These comparative findings underscore the influence of geometric parameters on the instability behaviour of the hairpin specimens. In particular, the W/H ratio was confirmed to be the driving parameter and not the single absolute dimensions of the pin cross-section. In fact, although Type I specimens had the smallest cross-section dimensions, they never presented instability issues because they referred to a low W/H ratio. On the other hand, the results seem to be almost independent of the specific cantilever length of the specimens, L, and consequently, they can be summarised as a function of the W/H ratio and directly compared to the FE results in Table 1.

In particular,

Table 3. Comparison between FEM results and experimental tests in terms of instability occurring. Red data identify the specimens previously highlighted in Figure 10.

Specimen				Instability
Type	W [mm]	H [mm]	W/H	FEM	EXP
	2.63	1.75	1.5	NO	−
	3.15	1.75	1.8	NO	−
Type I	2.60	1.3	2	NO	NO
	2.86	1.3	2.2	NO	−
Type II	4.20	1.75	2.4	NO	YES (LOW)
	4.73	1.75	2.7	NO	−
	5.25	1.75	3	YES	−
	5.78	1.75	3.3	YES	−
Type III	6.30	1.75	3.6	YES	YES (HIGH)
	7.00	1.75	4.0	YES	−

presents a summary of the results, indicating whether instability occurred (YES) or not (NO) for each hairpin configuration analysed. Both experimental tests and numerical results are presented. For completeness, the hairpins previously shown in Figure 10 are also highlighted in red in Table 3. The simulation results were not compared with the experimental results in terms of out-of-plane displacement due to the intrinsic random nature of the phenomenon. Furthermore, evaluating the exact value of this deformation was not the aim of this activity, so when instability occurred, that specific W/H ratio was simply marked with YES. The important factor was to determine whether a specific W/H aspect ratio provided stability during bending or not.

The simulation results previously shown in Table 2 identified a discontinuity in the instability behaviour, delineating a specific critical aspect ratio W/H = 2.7 (dashed line) above which instability numerically appeared. Conversely, it was not possible to also derive a specific threshold from the experimental tests. Experimental evidence suggests that the instability gradually arose with a certain level of dispersion (see Figure 12). Consequently, a band of transition could be identified considering these experimental results related to W/H = 2.4 and the numerical threshold of W/H = 2.7 (yellow band in Table 3).

Although the comparison between the results of the simulations and the experimental tests involved only three types of specimens, it was possible to validate the FE model, which therefore provides information about the suitability of the desired W/H chosen for the electric motor design. Obviously, it is advisable not to choose a value close to that threshold, given the uncertain transition zone noted in the experimental tests. Once validated, the model can be used to perform further simulations to test the influence of other parameters (e.g., distance between the nozzle and the tool d [10], material properties, tool shape, etc.). Numerical simulations are more cost-effective than experimental tests, allowing for a greater number of configurations to be tested.

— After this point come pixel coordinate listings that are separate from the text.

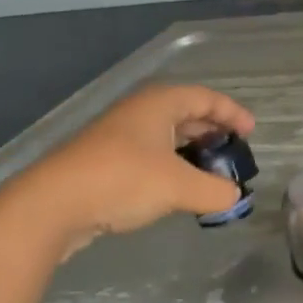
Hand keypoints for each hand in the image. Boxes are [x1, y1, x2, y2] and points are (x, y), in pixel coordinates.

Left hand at [0, 83, 255, 258]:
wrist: (51, 204)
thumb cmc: (123, 180)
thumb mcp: (180, 187)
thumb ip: (215, 191)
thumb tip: (234, 196)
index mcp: (161, 103)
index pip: (207, 98)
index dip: (233, 113)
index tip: (251, 133)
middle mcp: (140, 111)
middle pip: (187, 113)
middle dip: (213, 131)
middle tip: (232, 153)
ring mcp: (119, 135)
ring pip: (166, 136)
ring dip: (192, 152)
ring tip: (210, 173)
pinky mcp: (105, 160)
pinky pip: (150, 155)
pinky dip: (171, 166)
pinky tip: (176, 190)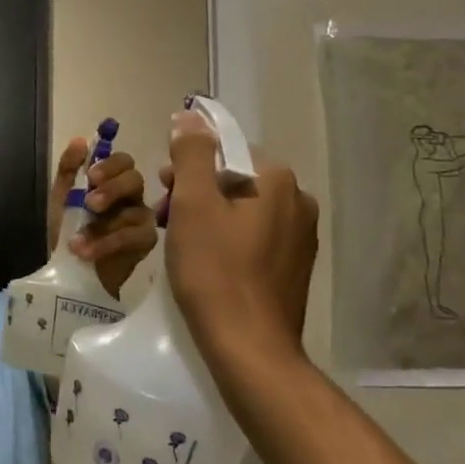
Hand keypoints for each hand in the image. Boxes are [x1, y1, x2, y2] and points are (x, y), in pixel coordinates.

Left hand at [48, 137, 156, 298]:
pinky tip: (86, 251)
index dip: (111, 164)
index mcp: (111, 182)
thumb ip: (69, 170)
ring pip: (136, 210)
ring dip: (103, 224)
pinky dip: (108, 243)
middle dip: (113, 188)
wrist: (67, 274)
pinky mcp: (146, 243)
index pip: (123, 161)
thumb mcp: (61, 199)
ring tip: (77, 239)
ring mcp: (142, 220)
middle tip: (91, 203)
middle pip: (136, 179)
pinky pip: (135, 237)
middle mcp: (131, 197)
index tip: (92, 176)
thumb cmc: (66, 232)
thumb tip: (80, 139)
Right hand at [159, 109, 318, 366]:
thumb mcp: (192, 203)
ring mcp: (300, 237)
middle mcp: (299, 202)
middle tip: (166, 216)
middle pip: (234, 179)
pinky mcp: (293, 267)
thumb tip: (190, 116)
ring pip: (243, 209)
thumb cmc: (215, 270)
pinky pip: (254, 237)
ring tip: (181, 242)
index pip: (225, 151)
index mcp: (278, 180)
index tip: (164, 190)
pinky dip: (227, 239)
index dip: (188, 166)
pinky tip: (207, 262)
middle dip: (196, 191)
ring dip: (209, 215)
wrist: (249, 347)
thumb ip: (191, 154)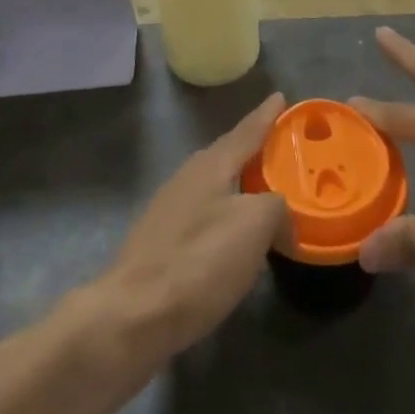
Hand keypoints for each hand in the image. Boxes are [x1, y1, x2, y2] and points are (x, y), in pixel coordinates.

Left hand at [92, 94, 289, 358]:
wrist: (132, 317)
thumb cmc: (198, 261)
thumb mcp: (253, 226)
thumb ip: (277, 208)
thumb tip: (282, 215)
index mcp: (211, 164)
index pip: (247, 131)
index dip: (267, 115)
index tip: (281, 96)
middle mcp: (188, 177)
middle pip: (228, 155)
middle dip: (254, 149)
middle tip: (281, 147)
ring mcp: (170, 210)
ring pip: (216, 186)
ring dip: (240, 185)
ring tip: (265, 192)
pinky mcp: (161, 243)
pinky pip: (205, 215)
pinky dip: (226, 216)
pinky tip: (235, 236)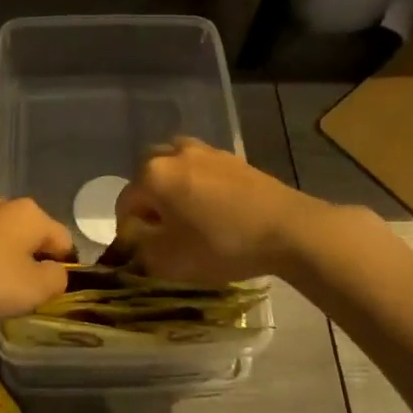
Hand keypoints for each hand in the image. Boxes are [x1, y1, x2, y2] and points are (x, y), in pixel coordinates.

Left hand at [0, 196, 73, 323]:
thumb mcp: (31, 290)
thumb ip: (56, 280)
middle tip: (18, 297)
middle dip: (28, 264)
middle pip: (29, 237)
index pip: (63, 239)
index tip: (49, 294)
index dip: (64, 268)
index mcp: (30, 214)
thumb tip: (56, 273)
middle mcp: (0, 204)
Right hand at [112, 137, 322, 284]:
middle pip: (148, 177)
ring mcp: (206, 151)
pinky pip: (203, 169)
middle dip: (149, 203)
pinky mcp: (233, 158)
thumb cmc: (220, 244)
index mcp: (153, 175)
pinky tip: (214, 209)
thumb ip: (140, 250)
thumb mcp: (169, 261)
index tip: (141, 254)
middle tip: (162, 231)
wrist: (287, 228)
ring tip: (188, 216)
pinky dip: (199, 185)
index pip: (125, 203)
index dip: (128, 232)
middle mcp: (174, 153)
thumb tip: (135, 240)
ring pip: (176, 167)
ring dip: (174, 188)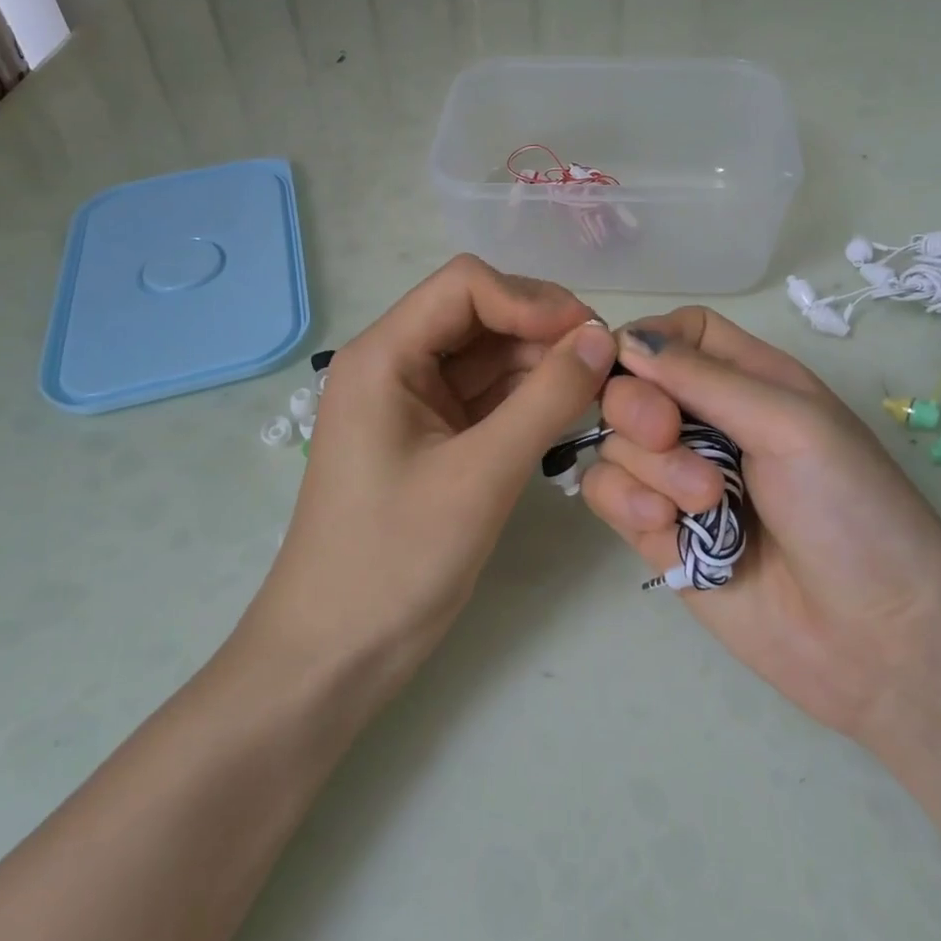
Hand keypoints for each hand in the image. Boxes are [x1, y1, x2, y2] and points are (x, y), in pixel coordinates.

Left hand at [244, 255, 618, 701]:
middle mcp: (396, 363)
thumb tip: (603, 337)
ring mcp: (414, 401)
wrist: (335, 655)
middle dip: (543, 329)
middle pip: (480, 314)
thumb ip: (546, 399)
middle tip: (606, 365)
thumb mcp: (481, 475)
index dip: (530, 300)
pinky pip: (488, 396)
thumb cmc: (395, 561)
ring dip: (542, 363)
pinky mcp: (433, 436)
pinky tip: (569, 410)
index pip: (465, 285)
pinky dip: (528, 397)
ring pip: (489, 355)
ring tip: (598, 388)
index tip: (588, 337)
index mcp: (384, 355)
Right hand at [580, 307, 940, 739]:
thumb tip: (623, 338)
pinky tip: (667, 528)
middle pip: (629, 384)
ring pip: (613, 441)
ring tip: (706, 505)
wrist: (878, 642)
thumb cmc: (853, 510)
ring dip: (649, 467)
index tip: (628, 363)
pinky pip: (606, 493)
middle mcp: (705, 422)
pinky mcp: (656, 530)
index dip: (644, 340)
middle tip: (670, 436)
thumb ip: (704, 378)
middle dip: (637, 408)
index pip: (674, 334)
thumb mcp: (792, 424)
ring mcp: (676, 479)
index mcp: (747, 381)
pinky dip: (626, 502)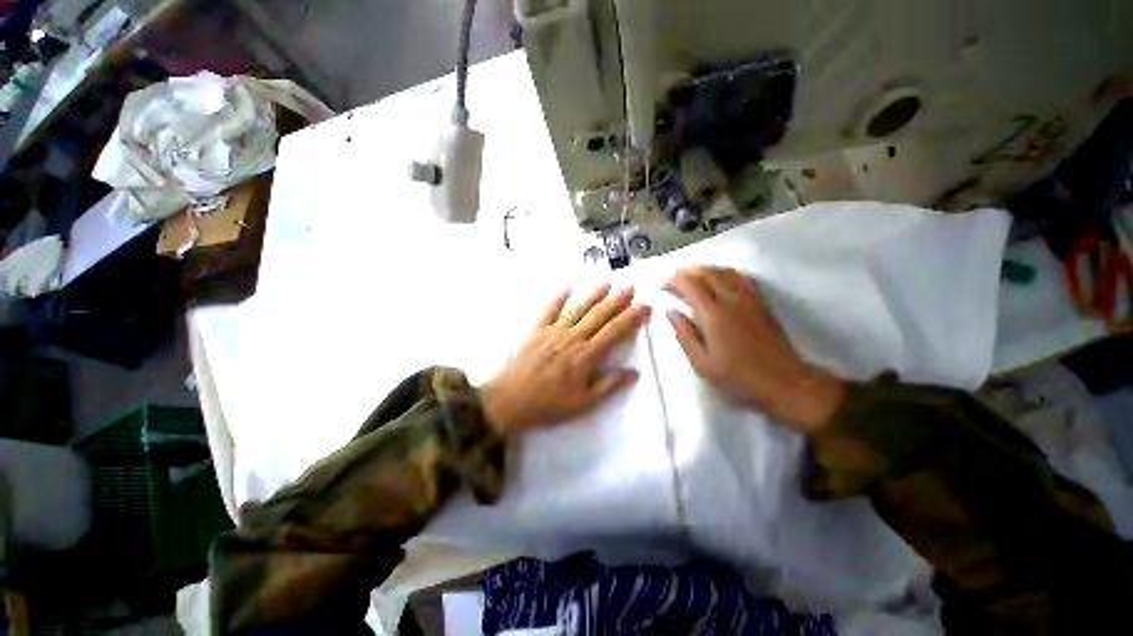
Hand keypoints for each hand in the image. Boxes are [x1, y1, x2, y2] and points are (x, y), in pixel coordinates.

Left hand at [480, 284, 650, 433]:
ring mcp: (553, 332)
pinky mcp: (536, 331)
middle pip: (599, 315)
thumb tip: (634, 372)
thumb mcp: (583, 403)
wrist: (510, 401)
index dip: (631, 318)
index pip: (614, 331)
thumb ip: (609, 386)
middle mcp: (573, 338)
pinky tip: (566, 288)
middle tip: (630, 288)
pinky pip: (548, 310)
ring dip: (593, 295)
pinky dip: (557, 298)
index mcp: (586, 355)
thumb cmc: (549, 405)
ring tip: (607, 283)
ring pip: (577, 309)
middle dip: (617, 301)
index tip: (644, 307)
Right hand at [663, 267, 843, 432]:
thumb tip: (671, 311)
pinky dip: (725, 272)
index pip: (691, 285)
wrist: (784, 382)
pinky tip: (719, 278)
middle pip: (707, 272)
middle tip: (673, 279)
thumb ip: (684, 335)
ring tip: (691, 276)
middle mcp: (731, 300)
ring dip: (705, 269)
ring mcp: (749, 299)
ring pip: (724, 271)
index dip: (674, 280)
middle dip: (687, 271)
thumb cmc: (738, 377)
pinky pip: (741, 277)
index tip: (662, 287)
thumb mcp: (702, 364)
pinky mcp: (761, 302)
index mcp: (714, 315)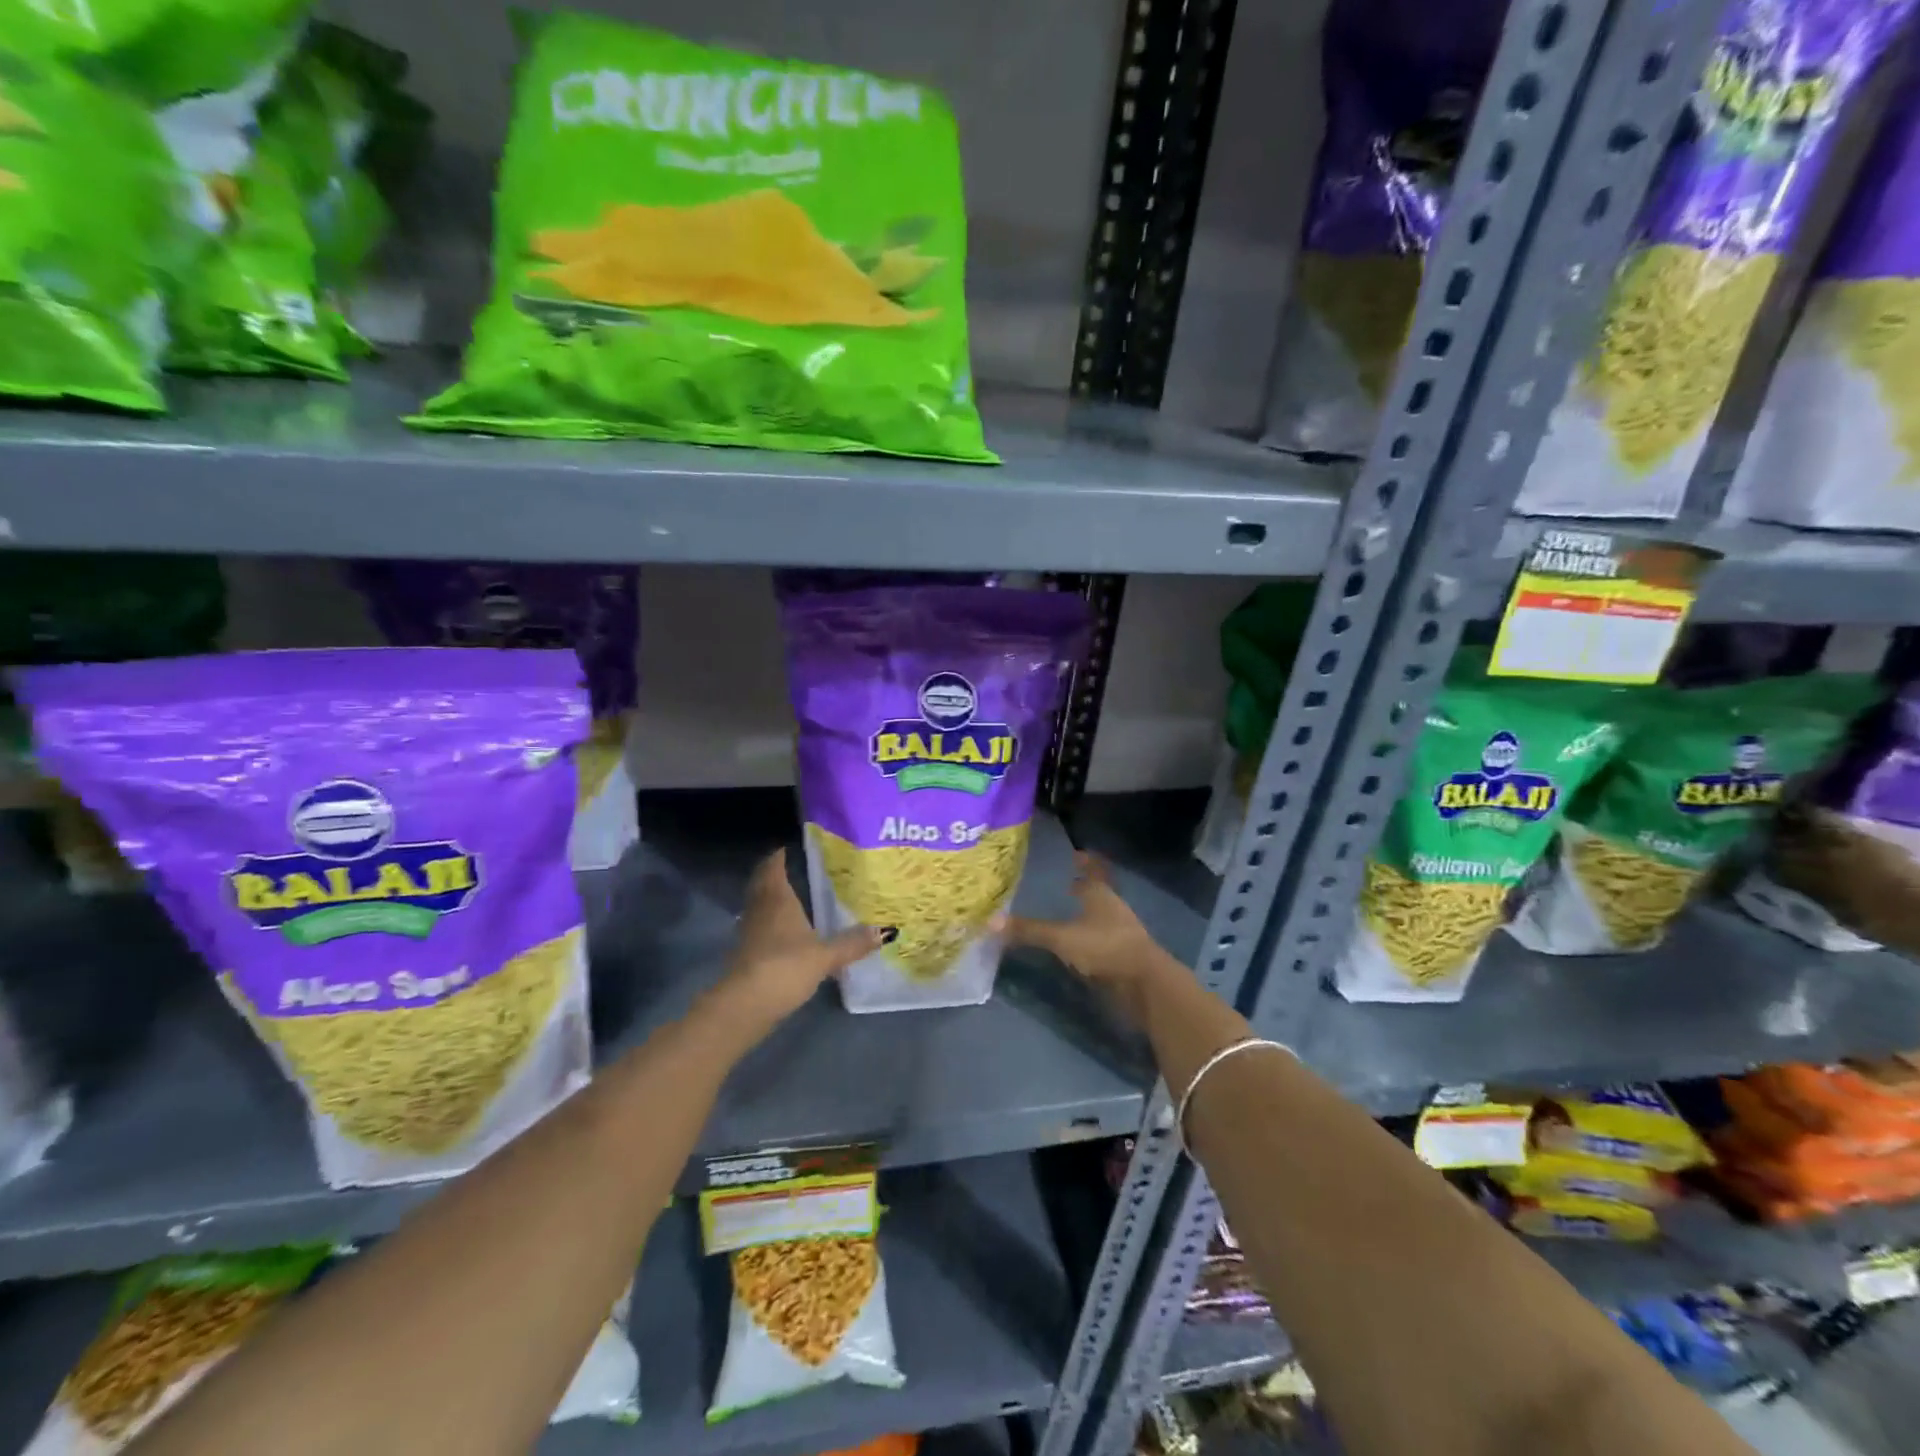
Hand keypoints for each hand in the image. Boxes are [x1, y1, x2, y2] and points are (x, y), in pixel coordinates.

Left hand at [722, 850, 880, 1025]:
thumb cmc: (786, 966)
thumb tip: (885, 931)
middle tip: (788, 869)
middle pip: (761, 884)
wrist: (746, 1003)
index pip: (773, 868)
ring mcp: (749, 932)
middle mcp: (760, 910)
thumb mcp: (826, 955)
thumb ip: (853, 943)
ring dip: (768, 899)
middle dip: (771, 875)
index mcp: (778, 900)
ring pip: (757, 906)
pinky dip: (767, 923)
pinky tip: (782, 933)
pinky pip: (757, 928)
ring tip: (789, 898)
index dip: (777, 857)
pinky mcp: (744, 954)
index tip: (785, 848)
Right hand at [1007, 853, 1168, 1022]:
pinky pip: (1099, 940)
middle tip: (1059, 884)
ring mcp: (1119, 932)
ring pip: (1098, 916)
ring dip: (1084, 914)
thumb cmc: (1104, 948)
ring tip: (1062, 913)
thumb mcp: (1062, 937)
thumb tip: (990, 921)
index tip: (1074, 855)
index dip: (1084, 862)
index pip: (1092, 870)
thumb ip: (1029, 930)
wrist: (1144, 984)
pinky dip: (1086, 938)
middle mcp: (1112, 907)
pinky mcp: (1120, 956)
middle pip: (1096, 892)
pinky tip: (1073, 945)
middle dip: (1081, 888)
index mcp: (1101, 893)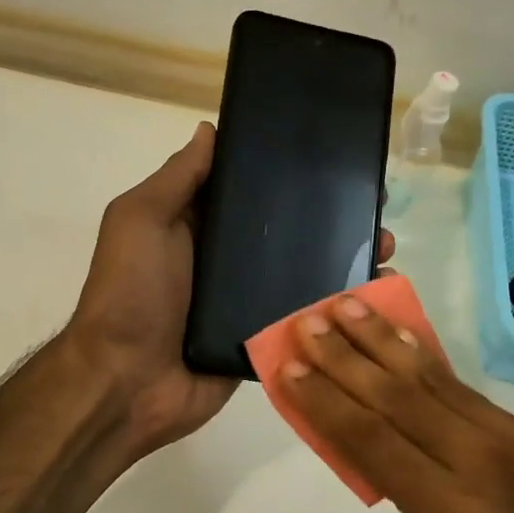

5.3. Influence of the Gravity Load

While the primary objective of the tests was to validate the finite element model, also performing wire bending in a horizontal direction allowed us to verify the possible influence of gravity on the bending process and, in particular, on the occurrence and/or on the direction of the out-of-plane distortion. The gravity load depends on the portion of the conductor extending beyond the nozzle during the bending process (namely, L in Figure 8). This portion determines the actual mass that contributes to the generation of an additional bending moment.

The results of the horizontal bends were compared to the vertical ones. In particular, Figure 14 and Figure 15 refer to Type II and Type III specimens, respectively, corresponding to scenarios where out-of-plane deflections were observed.

When vertical tests were addressed, the direction of the out-of-plane motion resulting from the instability phenomenon was random. However, when considering horizontal bending, which is influenced by the gravity load, the direction of the out-of-plane motion was more aligned with the downward direction of the gravity load. In fact, increasing the overhang L instability consistently occurred in the same direction. Conversely, for lower overhangs, the results were still random and comparable to the vertical tests, as the impact of the gravity load became negligible.

Figure 16 depicts the results of tests on wires with a cross-section aspect ratio W/H = 2.0 (Type I) where instability did not occur, even for great values of L and for both vertical and horizontal bending. This means that the sole gravity load cannot trigger the occurrence of instability and possibly only affects the direction of the out-of-plane deflection for pins referring to aspect ratios already prone to instability. In fact, the magnitude of the bending moment induced by the gravity load is generally negligible compared to the moments necessary for bending the wire itself. In conclusion, according to these results, the finding of the critical W/H ratio does not depend on the gravity load, and for this reason, it was not considered in the numerical simulations.

6. Conclusions and Future Works

In this manuscript, an investigation into the torsional–flexural instability phenomenon during the manufacturing process of hairpin conductors has been presented. The main objective was to further investigate this instability and to provide additional insights to guide the design process of hairpin conductors.

The influence of various parameters on the occurrence of the instability was examined through the development and the validation of a finite element (FE) model. The FE model demonstrated its effectiveness in predicting the behaviour of hairpin conductors during bending. The numerical results revealed that the occurrence of instability strongly depends on the aspect ratio (W/H) of the hairpin cross-section and that a threshold of its value emerges above which instability consistently occurs.

Experimental tests were conducted to validate the FE model and to further investigate the torsional–flexural instability phenomenon. While the FE model considered various hairpin section geometries, the experimental tests were confined to the available pins found and commercially employed. Three types of hairpins were selected to be tested, the results of which were compared to the outcomes of the FE model.

The validated FE model provides a cost-effective means to explore various W/H ratios and different bending parameters, informing the design process and potentially reducing the need for extensive experimental tests. It represents a valuable tool for preliminary assessments and guides the designer in the selection of the pin section.

The influence of gravity loads was also observed during the experimental tests with horizontal bending, showing a clear downward out-of-plane motion due to the gravitational force when referring to pins with critical aspect ratios W/H. However, when a section with a lower aspect ratio was considered, the gravity load alone was not able to induce instability phenomena. The gravity load did not trigger the occurrence of instability phenomena but only influenced the direction in which the out-of-plane deflection occurred.

In conclusion, the results of this analysis successfully validated the FE model in predicting the stability of the forming process of hairpins. While the sizing of hairpins often involves electromagnetic considerations, it is important to verify that the chosen sections are suitable for the technological production process. This tool provides helpful guidelines aligned with the ongoing efforts to optimise the manufacturing process. This contributes to enhancing the mechanical stability of hairpin conductors, leading to more reliable and efficient electric motors in various applications.

In the future, the validated numerical model will be used to investigate other process parameters, such as the influence of geometrical details of the tools employed and multiple subsequent folds. In addition, aluminium hairpins will be studied using the same approach presented in this contribution.